- Biggest shareholder Vivendi pushing for change at carrier
- Previous chief executive Marco Patuano resigned on March 21
Telecom Italia SpA named Flavio Cattaneo chief executive officer, turning to a media industry veteran to implement a turnaround at Italy’s biggest phone company.
The board announced the appointment in a statement Wednesday. Cattaneo, 52, succeeds Marco Patuano, who was ousted March 21 after clashing with Telecom Italia’s largest shareholder, Vivendi SA, the French company controlled by Chairman Vincent Bollore.

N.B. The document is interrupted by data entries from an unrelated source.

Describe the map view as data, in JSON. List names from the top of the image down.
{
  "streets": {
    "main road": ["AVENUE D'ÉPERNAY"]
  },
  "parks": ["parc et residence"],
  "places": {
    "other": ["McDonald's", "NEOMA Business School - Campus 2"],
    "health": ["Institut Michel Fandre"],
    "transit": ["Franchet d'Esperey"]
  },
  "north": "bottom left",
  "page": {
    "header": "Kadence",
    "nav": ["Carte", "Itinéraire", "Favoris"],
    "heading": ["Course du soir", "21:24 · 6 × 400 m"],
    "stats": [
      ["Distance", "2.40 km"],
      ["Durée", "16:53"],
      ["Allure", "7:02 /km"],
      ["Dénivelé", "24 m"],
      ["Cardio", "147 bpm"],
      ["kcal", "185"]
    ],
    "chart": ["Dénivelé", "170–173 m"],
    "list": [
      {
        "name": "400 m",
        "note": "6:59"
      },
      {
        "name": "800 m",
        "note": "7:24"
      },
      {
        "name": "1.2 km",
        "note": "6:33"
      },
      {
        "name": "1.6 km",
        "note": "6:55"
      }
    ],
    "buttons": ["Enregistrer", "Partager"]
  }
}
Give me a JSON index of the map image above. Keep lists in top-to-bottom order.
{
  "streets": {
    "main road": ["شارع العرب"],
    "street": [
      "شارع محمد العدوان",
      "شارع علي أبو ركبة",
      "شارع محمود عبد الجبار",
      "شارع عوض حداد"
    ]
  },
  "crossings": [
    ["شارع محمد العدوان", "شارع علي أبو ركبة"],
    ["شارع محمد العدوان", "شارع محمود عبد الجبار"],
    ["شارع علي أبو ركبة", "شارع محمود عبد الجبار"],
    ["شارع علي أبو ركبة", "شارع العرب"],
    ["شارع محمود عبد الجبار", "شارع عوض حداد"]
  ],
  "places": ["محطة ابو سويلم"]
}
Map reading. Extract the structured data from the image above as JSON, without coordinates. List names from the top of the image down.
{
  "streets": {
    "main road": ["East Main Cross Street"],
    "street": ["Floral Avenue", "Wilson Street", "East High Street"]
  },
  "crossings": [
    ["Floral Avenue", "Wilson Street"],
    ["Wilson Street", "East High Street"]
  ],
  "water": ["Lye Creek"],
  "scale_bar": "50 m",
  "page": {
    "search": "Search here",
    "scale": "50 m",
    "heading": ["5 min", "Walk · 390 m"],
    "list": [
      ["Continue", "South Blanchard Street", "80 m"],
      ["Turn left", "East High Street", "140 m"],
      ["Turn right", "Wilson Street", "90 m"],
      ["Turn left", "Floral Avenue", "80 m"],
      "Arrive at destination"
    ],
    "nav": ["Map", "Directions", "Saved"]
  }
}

Cattaneo previously ran broadcaster RAI, an experience that will come in handy as Bollore pushes for deeper ties between Telecom Italia and entertainment companies such as Silvio Berlusconi’s Mediaset SpA. Billionaire Bollore led the push to oust Patuano and the French media company was involved in interviewing candidates for his replacement, people familiar with the matter have said. Cattaneo is currently CEO of Rome-based high-speed train operator Nuovo Trasporto Viaggiatori SpA.
The new CEO needs execute Bollore’s vision of building a media and telecommunications powerhouse that offers phone and Internet access as well as TV shows, music, and movies in southern Europe. He will also need political and deal-making skills to navigate Italy’s power structure, while overseeing a transformation that may also include a sale of Telecom Italia’s troubled Brazilian unit.
Among Cattaneo’s challenges will be to make Telecom Italia more international, and to focus not just on network infrastructure but also on premium content, said Fabio Troiani, managing director at consulting firm Business Integration Partners in Milan.
In addition to his background in broadcasting, Cattaneo sits on Telecom Italia’s board, giving him experience in the two industries Bollore is seeking to combine. Vivendi, whose businesses include Universal Music and the Canal Plus broadcasting operations, has been pushing Telecom Italia management to transform the carrier into a media group with a distinct focus on southern Europe.
Patuano, 51, resigned after clashing with Vivendi on matters including the Brazilian unit, which Vivendi is open to selling, people have said. Patuano and his allies were more committed to staying in Brazil for the long term, people have said.
The CEO change is set to put Bollore, who has a record of activism, more firmly in charge as he presses Telecom Italia to cut costs and focus on southern Europe. As part of his plan to extend Vivendi’s reach, he is also discussing an exchange of shares with Italian media company Mediaset, people familiar with the negotiations said in March. Berlusconi, who controls Mediaset, said on March 21 that Vivendi is interested in Mediaset’s content rather than buying the company.
Telecom Italia chairman Giuseppe Recchi, who led the search to find Patuano’s successor, also was given additional responsibilities, according to the company’s statement. He will supervise security issues, oversee Telecom Italia Sparkle SpA as well as brand and media strategy.
Bollore has been upping the pressure on Telecom Italia for months while steadily raising Vivendi’s stake in Italy’s biggest phone carrier to 24.9 percent. Telecom Italia shares fell 0.3 percent to 95.4 euro cents in Milan, giving the company a market value of 17.6 billion euros.